Going back to October 2012 the Land Unit from the Ministry of Agriculture filed a lawsuit against the National Mining Agency. At that time the Mining Agency has issued 13 titles covering 40,000 hectares, 13,000 of which were part of indigenous lands. The judge ordered security forces to recover, in the shortest time possible, the territory and ordered to the companies involved to withdraw personnel and machinery from the territory.

It is said, according to the Agencia Intercultutral de Noticias de Bolivia (AINI), the judge based the case on the fact that the Indigenous communities living in the area were never asked; in other words they were not consulted as required by the ILO Convention 169 and UNDRIP – both signed and ratified by Colombia.

Wednesday, 26 December 2012

Two Tales of the Indian Child Welfare ACt


Two Tales of the Indian Child Welfare Act

There are two stories in the media currently about the Indian Child Welfare Act (ICWA).  One is about a case pending for a decision as to whether it will be heard by the United States Supreme Court. 

The other seems to see relatively less light of day—that of the on-going call to address the high rates of removal of Lakota children in South Dakota. The case pending in front of US Supreme Court  calls for the recognition of the pernicious Existing Indian Family Doctrine in relation to the adoption of a young Cherokee child. (link to brief filed in the US Supreme Court on behalf of the child, birth father and the Cherokee Nation)

 The Existing Indian Family Doctrine allows judges—in their discretion and applying their own standards- to avoid the application of ICWA with a finding that a child is not “Indian enough” to apply ICWA, even though the child meets the application threshold of being an “Indian child” as defined in the Act.   

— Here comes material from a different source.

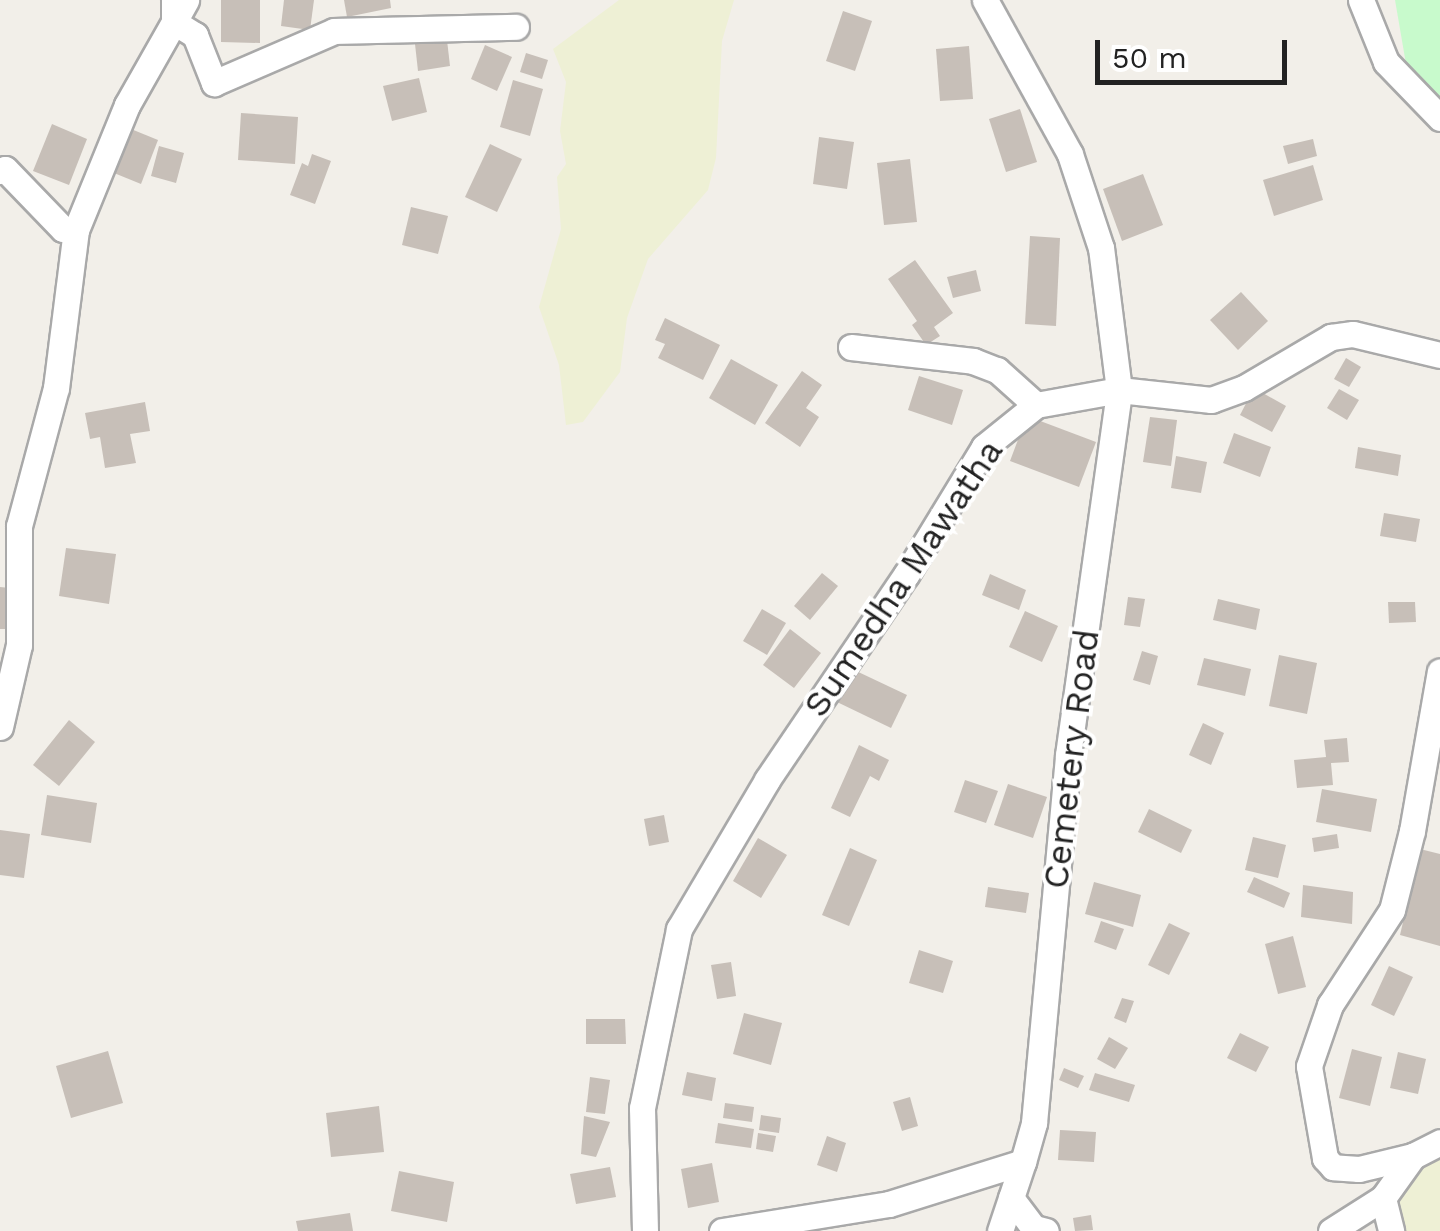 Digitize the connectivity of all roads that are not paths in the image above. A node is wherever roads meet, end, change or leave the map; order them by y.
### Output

ICWA is on the one hand  thus presented as the villain—coldheartedly stripping children from the arms of loving parents. The great irony in this presentation is that ICWA was created to prevent just that scenario (albeit with one difference—the parents ICWA is concerned about are those of the child and not of prospective adoptive parents)—the removal of children from their families and communities. The wholesale removal of indigenous children done in the interests of assimilation was to have stopped with the passage of ICWA in 1978. The testimony  in support of the Act makes for harrowing reading.


But even more harrowing is the reality that the removals of children has not stopped. NPR called attention to this with a series aired well over a year ago. There are calls for Congressional inquiry into the practices that result in the removal of so many indigenous children.
  
But instead of outcries against this there instead seems to be a  determined silence about those indigenous parents in anguish and  the injustice of those actions which remove children from their parents and community.

ICWA is an important and forward thinking act. It is as necessary today as it was in 1978. The problems with the Act arise not because of the Act itself, or from any need to abolish it or give any credence to the judicial embarrassment that parades as the Existing Indian Family Doctrine. The problems arise in each instance—that in the pending US Supreme Court case and in South Dakota—when the Act is not adhered to. The problem is not the Act, but in the failure to comply, and perhaps more importantly, with those attitudes that persist in a willful ignorance about the Act which try to legitimize efforts to evade it.